This process is responsible for responding to all requests for resources that are made by the Pixel Machine. It polls a user-defined set of nodes (pipe *or* pixel) for messages. When a message is received, the active server initiates a host function that supplies needed resources to the requesting node. We have found this to be a very powerful paradigm for host/Pixel Machine interaction. The host needs the Pixel Machine for certain demanding geometry and image computing, and the Pixel Machine needs the host for contiguous large blocks of memory and for access to a file system (among a number of other potential needs). In this mode the Pixel Machine acts as master and the host computer as slave.

| Physical |               |                           | Virtual |                |                                                                 | V/P    |
|----------|---------------|---------------------------|---------|----------------|-----------------------------------------------------------------|--------|
| nodes    | $m \times n$  | pixels/node               | nodes   | $m' \times n'$ | pixels/node                                                     | Ratio  |
| 16       | 4 × 4         | 256 × 256*                | 64      | $8 \times 8$   | 128 × 128                                                       | 4      |
| 20       | $5 \times 4$  | $256 \times 256^{**}$     | 80      | 10 × 8         | 128 × 128                                                       | 4      |
| 32       | $8 \times 4$  | 128 × 256*                | 64      | $8 \times 8$   | 128 × 128                                                       | 2      |
| 40       | $10 \times 4$ | 128 × 256**               | 80      | 10 × 8         | 128 × 128                                                       | 2      |
| 64       | 8 × 8         | 128 × 128*<br>160 × 128** | 64      | 8 × 8          | $\begin{array}{c} 128 \times 128 \\ 160 \times 128 \end{array}$ | 1<br>1 |

 Table 1 Physical and virtual pixel-node configurations.

The host process has complete control over all nodes. It can access all memory in each node including program memory and frame-buffer memory in pixel nodes. Such accesses take place, via DMA, even when the nodes are running.

The host software is also responsible for halting, initializing and starting each node as well as for downloading programs into them. It also configures the video processor and accesses the video lookup tables.

### **3.2 Pixel-Machine Software**

Software that runs on the Pixel Machine is quite distinct from software that runs on von Neumann machines. The important distinction from the single-processor approach is that software is mapped to different architectural components, each of which has a different *character* and number of nodes. The pipeline (where each pipe node typically contains a distinct program) executes sequential algorithms and the pixel-node array (where each pixel node typically contains the same program\*) executes parallel algorithms. In some cases, our algorithm is entirely sequential; such an algorithm would run only in the pipe nodes. Analogously, we have algorithms that are entirely parallel in nature; such an application might not utilize the pipeline at all. We have found that most applications have components that map onto both the pipeline and pixel-node array.

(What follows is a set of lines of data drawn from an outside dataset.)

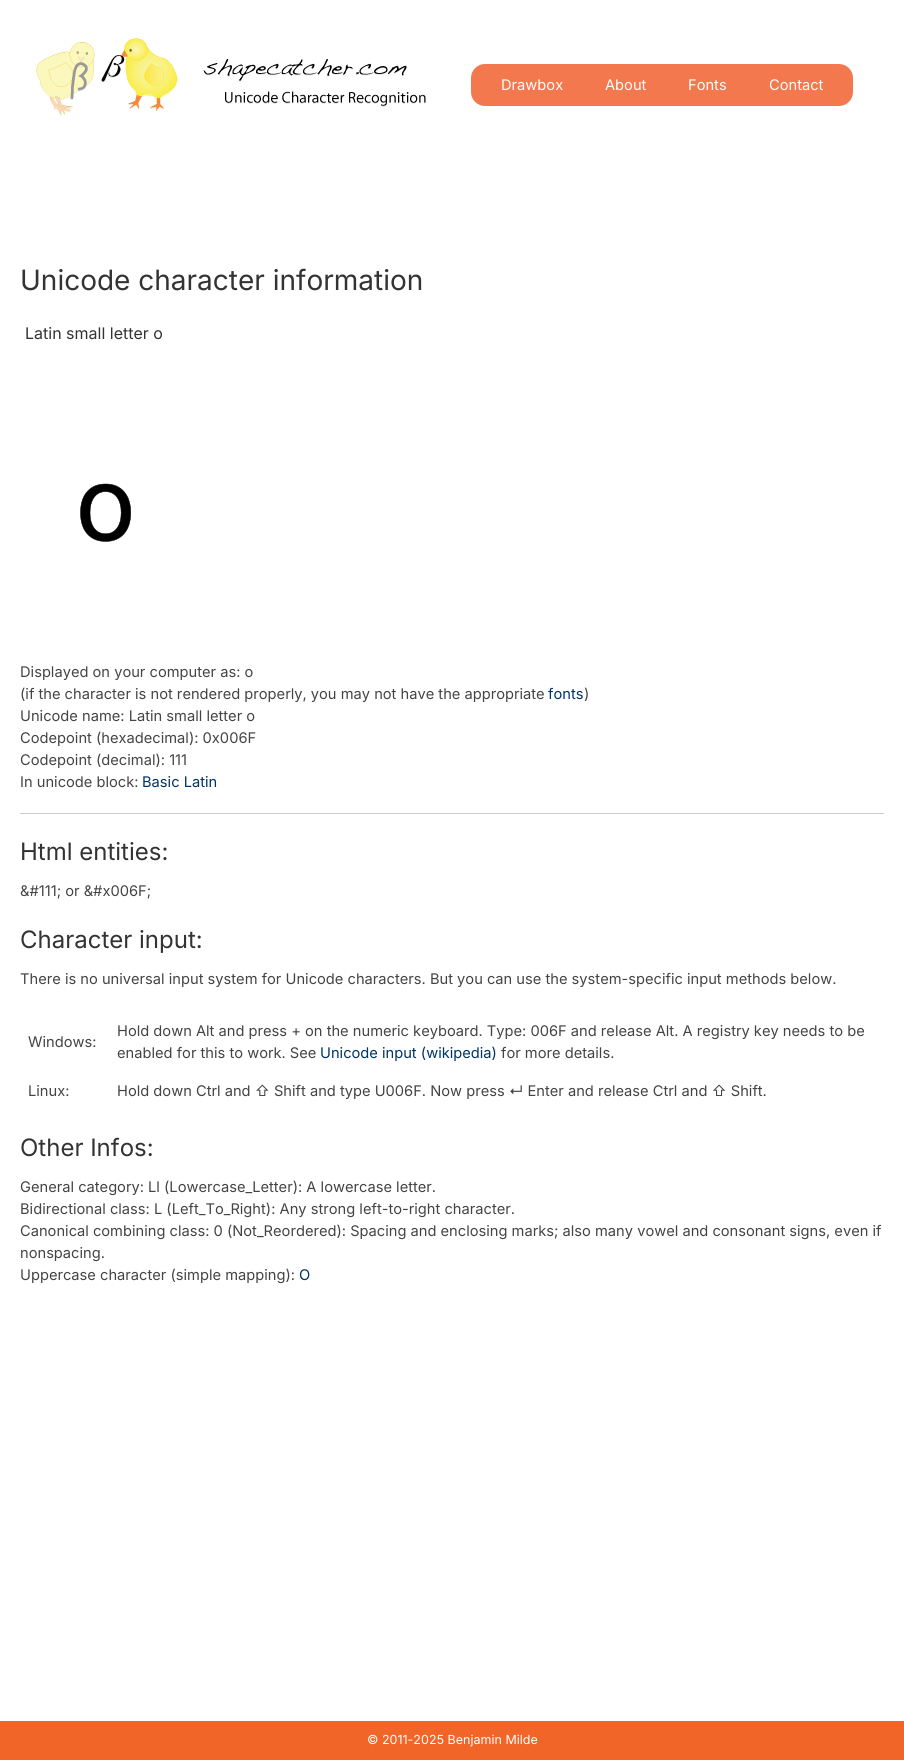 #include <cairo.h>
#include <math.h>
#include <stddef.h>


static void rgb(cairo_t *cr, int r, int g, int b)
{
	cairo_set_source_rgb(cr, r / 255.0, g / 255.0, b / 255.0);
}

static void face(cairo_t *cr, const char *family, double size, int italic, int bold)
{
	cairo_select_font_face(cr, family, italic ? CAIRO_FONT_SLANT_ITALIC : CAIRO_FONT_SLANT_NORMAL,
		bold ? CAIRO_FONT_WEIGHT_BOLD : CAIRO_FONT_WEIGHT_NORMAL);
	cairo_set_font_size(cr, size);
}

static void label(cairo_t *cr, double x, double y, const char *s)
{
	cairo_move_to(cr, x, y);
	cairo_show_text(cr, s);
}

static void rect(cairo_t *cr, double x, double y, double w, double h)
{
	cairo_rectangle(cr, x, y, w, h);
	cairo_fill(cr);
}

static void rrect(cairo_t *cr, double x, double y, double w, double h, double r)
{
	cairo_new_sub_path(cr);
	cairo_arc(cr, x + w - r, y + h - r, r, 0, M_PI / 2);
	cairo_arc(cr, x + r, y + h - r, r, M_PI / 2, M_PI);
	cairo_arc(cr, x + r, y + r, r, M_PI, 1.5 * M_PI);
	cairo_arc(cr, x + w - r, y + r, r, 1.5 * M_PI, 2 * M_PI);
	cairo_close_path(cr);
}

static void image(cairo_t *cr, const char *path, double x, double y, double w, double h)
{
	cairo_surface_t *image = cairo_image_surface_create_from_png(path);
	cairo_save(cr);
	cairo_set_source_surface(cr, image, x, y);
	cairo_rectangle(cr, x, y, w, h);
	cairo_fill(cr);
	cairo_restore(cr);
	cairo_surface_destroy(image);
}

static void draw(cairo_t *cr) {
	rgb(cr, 255, 255, 255);
	cairo_paint(cr);
	image(cr, "image0.png", 36, 38, 390, 78);
	rgb(cr, 244, 120, 77);
	rrect(cr, 471, 64, 382, 42, 14);
	cairo_fill(cr);
	face(cr, "Inter", 14.67, 0, 0);
	rgb(cr, 255, 255, 255);
	label(cr, 501, 90, "Drawbox");
	label(cr, 605, 90, "About");
	label(cr, 688, 90, "Fonts");
	label(cr, 769, 90, "Contact");
	face(cr, "Inter", 28, 0, 0);
	rgb(cr, 51, 51, 51);
	label(cr, 20, 290, "Unicode character information");
	face(cr, "Inter", 16, 0, 0);
	label(cr, 25, 339, "Latin small letter o");
	image(cr, "image1.png", 80, 483, 51, 59);
	face(cr, "Inter", 14.67, 0, 0);
	rgb(cr, 68, 68, 68);
	label(cr, 20, 677, "Displayed on your computer as: o");
	label(cr, 20, 699, "(if the character is not rendered properly, you may not have the appropriate");
	rgb(cr, 0, 51, 102);
	label(cr, 548, 699, "fonts");
	rgb(cr, 68, 68, 68);
	label(cr, 584, 699, ")");
	label(cr, 20, 721, "Unicode name: Latin small letter o");
	label(cr, 20, 743, "Codepoint (hexadecimal): 0x006F");
	label(cr, 20, 765, "Codepoint (decimal): 111");
	label(cr, 20, 787, "In unicode block:");
	rgb(cr, 0, 51, 102);
	label(cr, 142, 787, "Basic Latin");
	rgb(cr, 204, 204, 204);
	rect(cr, 20, 813, 864, 1);
	face(cr, "Inter", 24, 0, 0);
	rgb(cr, 51, 51, 51);
	label(cr, 20, 860, "Html entities:");
	face(cr, "Inter", 14.67, 0, 0);
	rgb(cr, 68, 68, 68);
	label(cr, 20, 896, "&#111; or &#x006F;");
	face(cr, "Inter", 24, 0, 0);
	rgb(cr, 51, 51, 51);
	label(cr, 20, 948, "Character input:");
	face(cr, "Inter", 14.67, 0, 0);
	rgb(cr, 68, 68, 68);
	label(cr, 20, 984, "There is no universal input system for Unicode characters. But you can use the system-specific input methods below.");
	label(cr, 28, 1047, "Windows:");
	label(cr, 117, 1036, "Hold down Alt and press + on the numeric keyboard. Type: 006F and release Alt. A registry key needs to be");
	label(cr, 117, 1058, "enabled for this to work. See");
	rgb(cr, 0, 51, 102);
	label(cr, 320, 1058, "Unicode input (wikipedia)");
	rgb(cr, 68, 68, 68);
	label(cr, 501, 1058, "for more details.");
	label(cr, 28, 1096, "Linux:");
	label(cr, 117, 1096, "Hold down Ctrl and ⇧ Shift and type U006F. Now press ↵ Enter and release Ctrl and ⇧ Shift.");
	face(cr, "Inter", 24, 0, 0);
	rgb(cr, 51, 51, 51);
	label(cr, 20, 1156, "Other Infos:");
	face(cr, "Inter", 14.67, 0, 0);
	rgb(cr, 68, 68, 68);
	label(cr, 20, 1192, "General category: Ll (Lowercase_Letter): A lowercase letter.");
	label(cr, 20, 1214, "Bidirectional class: L (Left_To_Right): Any strong left-to-right character.");
	label(cr, 20, 1236, "Canonical combining class: 0 (Not_Reordered): Spacing and enclosing marks; also many vowel and consonant signs, even if");
	label(cr, 20, 1258, "nonspacing.");
	label(cr, 20, 1280, "Uppercase character (simple mapping):");
	rgb(cr, 0, 51, 102);
	label(cr, 299, 1280, "O");
	rgb(cr, 241, 101, 41);
	rect(cr, 0, 1721, 904, 39);
	face(cr, "Inter", 12.5, 0, 0);
	rgb(cr, 255, 255, 255);
	label(cr, 367, 1744, "© 2011-2025 Benjamin Milde");
}

int main(void) {
	cairo_surface_t *surface = cairo_image_surface_create(CAIRO_FORMAT_RGB24, 904, 1760);
	cairo_t *cr = cairo_create(surface);
	cairo_font_options_t *options = cairo_font_options_create();
	cairo_font_options_set_hint_metrics(options, CAIRO_HINT_METRICS_OFF);
	cairo_font_options_set_hint_style(options, CAIRO_HINT_STYLE_NONE);
	cairo_set_font_options(cr, options);
	cairo_set_miter_limit(cr, 4);
	draw(cr);
	cairo_surface_write_to_png(surface, "render.png");
	cairo_font_options_destroy(options);
	cairo_destroy(cr);
	cairo_surface_destroy(surface);
	return 0;
}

### 3.3 Pipe-Node Software

Pipe nodes are employed for operations that are intrinsically sequential in nature. Such operations are those that constrain the efficiency of a parallel algorithm. The use of a pipeline is an attempt to remove as much sequential style processing from the parallel pixel-node array as possible.

Pipe-node software requires algorithm partitioning. Each pipe node acts as a distinct computational element in a pipeline. A separate program runs in each node and messages - commands and data - are passed down a pipeline. The last node in a pipeline has the ability to broadcast messages to all the nodes in a pixel-node array or to return them back to the host.

The FRAMES system [15] contains methods for experimenting with pipeline partitioning and how to achieve maximum flexibility in such a scheme. The same philosophy is employed here. Our experience shows that special care must be taken to ensure that software in the pipeline does not become I/O bound.

Pipe-node software can be written to allow the same program to reside in several consecutive nodes and to operate on alternating input messages (e.g., each instance of an n-node transformation program transforms only every n-th polygon). This allows the same software to run efficiently in longer pipelines and to eliminate or reduce bottlenecks by repeating the slowest program in more than one node.

### 3.4 Pixel-Node Software

This section describes (a) what actions a pixel node performs as a computational element and (b) the general mechanisms available for increasing the amount of data that a pixel node can directly access. There are two approaches to the issue of memory limitation. The first approach is that of messagepassing, where nodes exchange portions of distributed data. This approach exploits the ability of a machine to shuffle large amounts of data among its nodes. The second approach utilizes the memory of the host computer, letting it serve as an adjunct memory device for individual nodes.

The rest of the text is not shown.